Une voix grave, celle qui, quelques instants auparavant venait de prononcer son nom, reprit :

— Mario Isolino inscris-moi, je prends la banque à cent louis !

L’Italien faillit dégringoler du haut de sa chaise tant il paraissait à la fois heureux et stupéfait. Et, tout en s’efforçant de rattraper son équilibre compromis, en faisant de grands moulinets avec ses petits bras, il répéta sur un ton véritablement admiratif et inspiré :

— Ah quelle superbe partie nous allons voir, mesdames et messieurs ! Il y a preneur à cent louis et c’est encore le Prince qui va tenir la banque.

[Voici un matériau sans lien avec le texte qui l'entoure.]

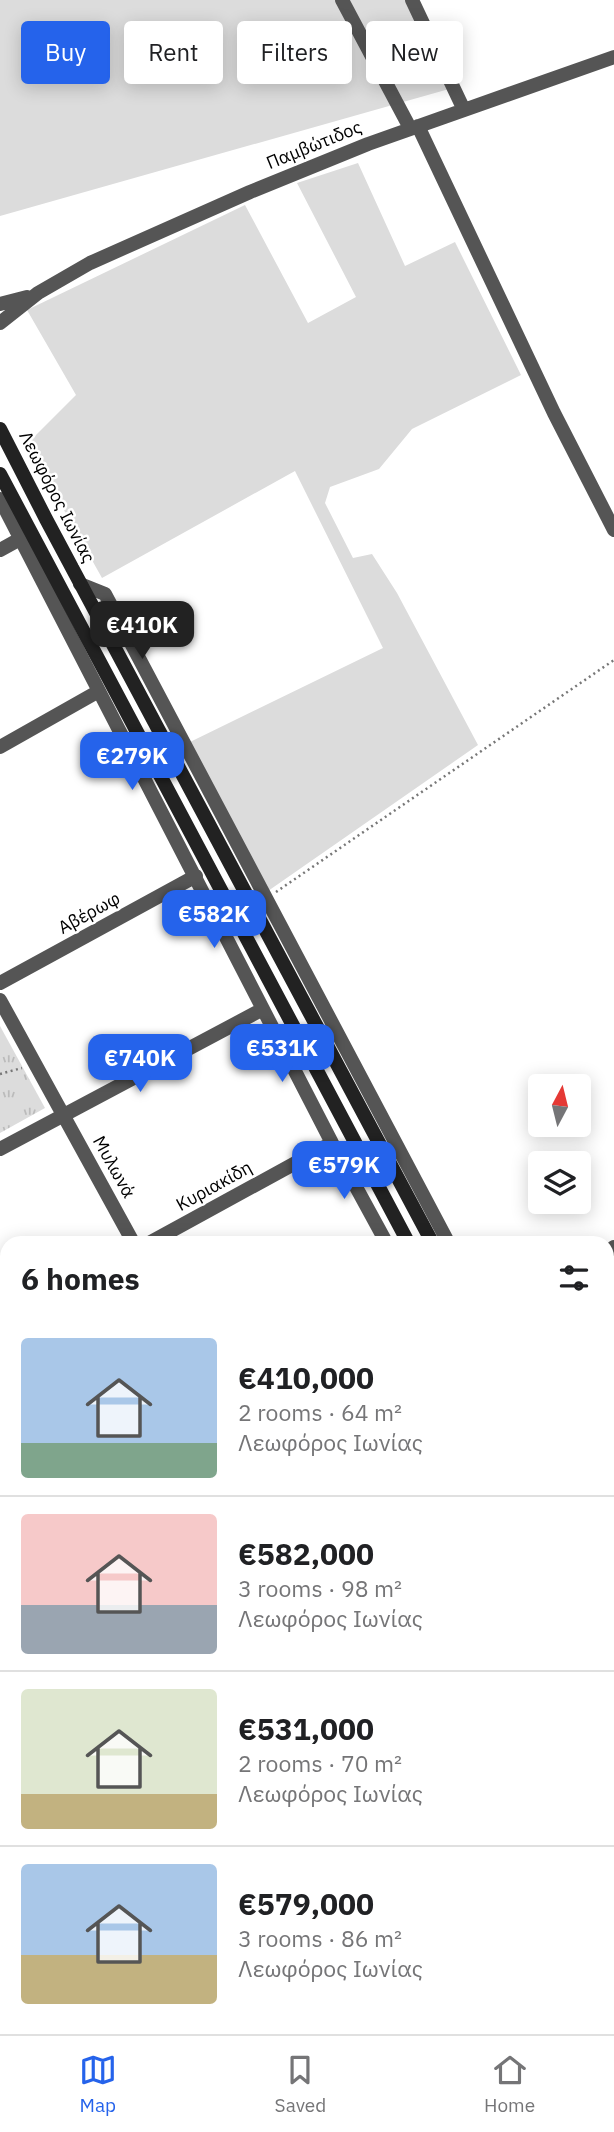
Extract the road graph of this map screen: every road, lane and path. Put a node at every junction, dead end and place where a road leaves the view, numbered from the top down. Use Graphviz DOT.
graph roads {
  1 [pos="342,0"];
  2 [pos="412,0"];
  3 [pos="614,57"];
  4 [pos="464,110"];
  5 [pos="414,127"];
  6 [pos="38,293"];
  7 [pos="0,304"];
  8 [pos="0,324"];
  9 [pos="0,429"];
  10 [pos="0,474"];
  11 [pos="0,499"];
  12 [pos="614,530"];
  13 [pos="20,539"];
  14 [pos="0,550"];
  15 [pos="80,584"];
  16 [pos="614,660"];
  17 [pos="99,691"];
  18 [pos="0,747"];
  19 [pos="196,876"];
  20 [pos="268,898"];
  21 [pos="0,983"];
  22 [pos="0,1000"];
  23 [pos="263,1009"];
  24 [pos="35,1064"];
  25 [pos="0,1074"];
  26 [pos="63,1115"];
  27 [pos="332,1143"];
  28 [pos="0,1149"];
  29 [pos="130,1236"];
  30 [pos="161,1236"];
  31 [pos="383,1236"];
  32 [pos="405,1236"];
  33 [pos="429,1236"];
  34 [pos="446,1236"];
  1 -- 5 [label="street"];
  2 -- 4 [label="street"];
  3 -- 4 [label="street, Παμβώτιδος"];
  4 -- 5 [label="street, Παμβώτιδος"];
  5 -- 6 [label="street, Παμβώτιδος"];
  5 -- 12 [label="street"];
  6 -- 7 [label="street, Παμβώτιδος"];
  6 -- 8 [label="street, Παμβώτιδος"];
  9 -- 15 [label="street, Λεωφόρος Ιωνίας"];
  10 -- 32 [label="street"];
  11 -- 13 [label="street"];
  13 -- 14 [label="street"];
  13 -- 17 [label="street"];
  15 -- 20 [label="street, Λεωφόρος Ιωνίας"];
  15 -- 33 [label="street, Λεωφόρος Ιωνίας"];
  16 -- 20 [label="path"];
  17 -- 18 [label="street"];
  17 -- 19 [label="street"];
  19 -- 21 [label="street, Αβέρωφ"];
  19 -- 23 [label="street"];
  20 -- 34 [label="street, Λεωφόρος Ιωνίας"];
  22 -- 24 [label="street, Μυλωνά"];
  23 -- 26 [label="street"];
  23 -- 27 [label="street"];
  24 -- 25 [label="path"];
  24 -- 26 [label="street, Μυλωνά"];
  26 -- 28 [label="street"];
  26 -- 29 [label="street, Μυλωνά"];
  27 -- 30 [label="street, Κυριακίδη"];
  27 -- 31 [label="street"];
}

Cette dernière déclaration déterminait de nombreux commentaires dans l’assistance et la conversation prenait désormais un ton plus catégorique, plus accentué. On s’étonnait, en effet, de voir un homme mettre autant d’acharnement à défier le sort.

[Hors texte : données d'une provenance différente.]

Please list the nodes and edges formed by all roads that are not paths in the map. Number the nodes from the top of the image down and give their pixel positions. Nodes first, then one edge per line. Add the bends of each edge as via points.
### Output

Le Prince qui venait de s’inscrire pour prendre la banque à cent louis était, en effet, l’un des joueurs les plus malheureux que l’on eût vu depuis trois ou quatre soirs. Au cours des dernières soirées, il avait perdu des sommes colossales sans interruption pour ainsi dire ; mais il ne se décourageait pas, et sitôt la banque sautée entre ses doigts, il en reprenait une autre sans tenir compte des compétitions qui pouvaient se produire. Il surenchérissait toujours à seule fin de rester maître de la situation.

Le Prince, au bout de quelques instants, vint donc s’asseoir à la place réservée au banquier. D’un geste plein de nonchalance, il tira de la poche de son habit une liasse de billets qu’il jeta dédaigneusement à Mario Isolino.

— De la monnaie, ordonna-t-il, et des cartes neuves.

Cependant, alléchés par la guigne persistante de la banque, les joueurs venaient nombreux autour du tapis vert et sur chacun des tableaux, des louis s’accumulaient.

On considérait avec un certain respect ce banquier, ce personnage que l’on ne connaissait uniquement que par son titre, et qu’on appelait communément « le Prince » sans savoir rien de ses titres de noblesse, sans connaître le nom qui, régulièrement, devait succéder à la particule.

C’était un homme d’une cinquantaine d’années environ, robuste, élégant, vêtu avec minutie et qui portait, à la mode des hommes du second Empire, le large favori épanoui sur la joue, cependant qu’une épaisse moustache grisonnante était soigneusement frisée sur sa lèvre supérieure.

Quiconque aurait considéré le début de cette partie avec un but autre que celui de connaître le résultat immédiat du jeu n’aurait pas été sans remarquer que, depuis qu’il se faisait le banquier bénévole de cette succession de parties, le Prince changeait régulièrement des liasses de billets de banque neufs contre des pièces d’or. Enfin, si l’on avait examiné avec attention ces billets, on se serait aperçu qu’ils comportaient les caractéristiques particulières du genre de celles que Juve, le matin de cette journée avait signalées à M. Havard, chef de la Sûreté.